Today the Pastoral Search Committee is commissioned to fill in statistical reports and engage the congregation in completing surveys like the one included in the bulletin…with more to come, so that, when all the information and responses are assembled, there will be a Profile, a portrait, a “selfie” showing all the warts and wrinkles, worry lines and scars, yes, but also the inner glow, the God-given beauty that reveals how special YOU are!...
how true to today’s Gospel you are!
“Salt is good; but if salt has lost its saltiness, how can you season it?
Have salt in yourselves, and be at peace with one another.”
“Lost its saltiness?” Salt is stable. Moisture can harden it, but, of itself, it stays salt…unless it is contaminated with bugs and birds and animal droppings and dirt and grime from where it is stored. Then it is good for nothing else than tossing out into the street, where in winter climates serves to cut the ice, but also eats through concrete and iron.
‘Have salt in yourselves” the seasoning salt of peace…the pure salt of the seasoning life of Christ which He pours into the salt shaker of our lives.
The story is told of a king who asked his three daughters how much they loved him. The oldest one said more than all the gold in the world; the second, more than all the silver in the world; the youngest said she loved her father more than all the salt in the world. He was more than hurt, even angered, by that answer.
The cook had overheard it all. That night he served a banquet-like meal. It looked good but tasted terrible. The cook left out the salt. The king understood what his youngest daughter meant. He realized the value of salt. ( King Duncan, Collected Sermons, www.Sermons.com )

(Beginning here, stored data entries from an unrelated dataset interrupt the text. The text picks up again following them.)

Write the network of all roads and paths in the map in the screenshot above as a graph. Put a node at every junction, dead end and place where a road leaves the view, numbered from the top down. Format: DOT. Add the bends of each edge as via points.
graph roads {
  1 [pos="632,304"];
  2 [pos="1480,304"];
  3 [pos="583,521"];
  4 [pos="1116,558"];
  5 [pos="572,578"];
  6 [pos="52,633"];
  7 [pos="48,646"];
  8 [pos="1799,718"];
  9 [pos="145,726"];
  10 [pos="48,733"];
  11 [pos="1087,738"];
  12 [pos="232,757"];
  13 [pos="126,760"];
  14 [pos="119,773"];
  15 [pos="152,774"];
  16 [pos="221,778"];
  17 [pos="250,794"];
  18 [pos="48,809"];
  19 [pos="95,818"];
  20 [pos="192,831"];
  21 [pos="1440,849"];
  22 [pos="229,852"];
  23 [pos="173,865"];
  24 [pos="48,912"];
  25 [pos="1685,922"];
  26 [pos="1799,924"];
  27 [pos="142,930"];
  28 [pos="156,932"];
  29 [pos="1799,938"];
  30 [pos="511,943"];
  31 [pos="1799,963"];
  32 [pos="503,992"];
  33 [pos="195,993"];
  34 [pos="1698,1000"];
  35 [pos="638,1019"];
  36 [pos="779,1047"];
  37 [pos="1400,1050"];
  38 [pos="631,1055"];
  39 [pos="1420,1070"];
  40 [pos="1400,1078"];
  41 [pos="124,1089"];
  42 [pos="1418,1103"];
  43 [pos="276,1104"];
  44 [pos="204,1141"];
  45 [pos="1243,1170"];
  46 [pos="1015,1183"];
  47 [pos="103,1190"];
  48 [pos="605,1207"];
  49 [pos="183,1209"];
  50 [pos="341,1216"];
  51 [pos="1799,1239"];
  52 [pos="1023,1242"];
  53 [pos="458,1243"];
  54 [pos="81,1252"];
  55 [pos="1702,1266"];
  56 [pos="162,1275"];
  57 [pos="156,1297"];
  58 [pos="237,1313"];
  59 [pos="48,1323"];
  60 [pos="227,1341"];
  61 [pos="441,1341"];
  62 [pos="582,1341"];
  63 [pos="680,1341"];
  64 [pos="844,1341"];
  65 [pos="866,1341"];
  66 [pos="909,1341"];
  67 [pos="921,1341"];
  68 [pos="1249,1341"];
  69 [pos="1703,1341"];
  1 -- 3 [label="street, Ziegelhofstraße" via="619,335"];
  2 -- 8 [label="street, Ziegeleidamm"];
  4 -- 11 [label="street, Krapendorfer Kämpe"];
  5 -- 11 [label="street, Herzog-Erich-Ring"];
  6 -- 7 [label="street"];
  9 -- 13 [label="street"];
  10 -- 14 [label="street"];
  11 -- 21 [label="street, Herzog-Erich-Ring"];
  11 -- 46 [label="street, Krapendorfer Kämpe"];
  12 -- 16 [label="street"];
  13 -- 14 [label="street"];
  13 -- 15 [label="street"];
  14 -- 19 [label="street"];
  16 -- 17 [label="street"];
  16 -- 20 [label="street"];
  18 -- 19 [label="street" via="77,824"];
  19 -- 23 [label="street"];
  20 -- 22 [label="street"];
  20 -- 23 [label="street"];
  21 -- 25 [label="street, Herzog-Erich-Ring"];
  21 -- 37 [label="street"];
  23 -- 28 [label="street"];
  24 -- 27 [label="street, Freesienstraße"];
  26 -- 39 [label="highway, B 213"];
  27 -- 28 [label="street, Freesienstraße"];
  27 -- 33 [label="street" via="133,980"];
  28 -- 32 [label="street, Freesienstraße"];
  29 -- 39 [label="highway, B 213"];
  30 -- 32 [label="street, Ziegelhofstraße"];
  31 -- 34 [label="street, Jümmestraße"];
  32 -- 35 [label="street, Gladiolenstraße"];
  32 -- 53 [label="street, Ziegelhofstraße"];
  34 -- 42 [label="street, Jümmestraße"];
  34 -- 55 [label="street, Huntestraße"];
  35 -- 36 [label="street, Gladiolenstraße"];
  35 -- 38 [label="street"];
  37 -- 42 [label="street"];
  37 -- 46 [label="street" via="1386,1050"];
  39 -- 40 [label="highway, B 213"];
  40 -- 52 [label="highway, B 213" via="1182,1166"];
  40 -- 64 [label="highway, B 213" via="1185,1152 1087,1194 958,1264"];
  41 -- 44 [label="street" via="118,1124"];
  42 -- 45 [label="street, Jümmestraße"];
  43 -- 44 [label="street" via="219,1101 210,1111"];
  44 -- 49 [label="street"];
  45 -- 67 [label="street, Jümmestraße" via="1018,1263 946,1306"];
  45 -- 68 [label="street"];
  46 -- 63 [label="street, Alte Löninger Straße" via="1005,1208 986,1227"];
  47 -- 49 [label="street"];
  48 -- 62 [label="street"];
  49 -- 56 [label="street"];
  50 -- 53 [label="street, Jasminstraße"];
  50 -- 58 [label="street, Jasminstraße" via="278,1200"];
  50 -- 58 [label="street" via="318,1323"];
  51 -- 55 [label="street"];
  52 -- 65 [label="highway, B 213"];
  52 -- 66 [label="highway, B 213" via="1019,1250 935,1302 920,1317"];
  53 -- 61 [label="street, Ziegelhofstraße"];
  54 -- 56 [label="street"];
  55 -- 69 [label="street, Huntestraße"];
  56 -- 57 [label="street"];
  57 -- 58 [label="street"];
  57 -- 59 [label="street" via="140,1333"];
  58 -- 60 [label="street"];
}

From today on, I will hold to the pledge to commit to the pastoral ministry among you, while Pastoral Search Committee and congregation commit to discovering how “salty” you – the saltiness of Christ in you, what makes YOU so special, the “special-ness” you will work to define and make a gift to the one God’s Spirit will lead you to call.
Then I will pass on what was passed to me…the joy of discovering how special YOU are! AMEN.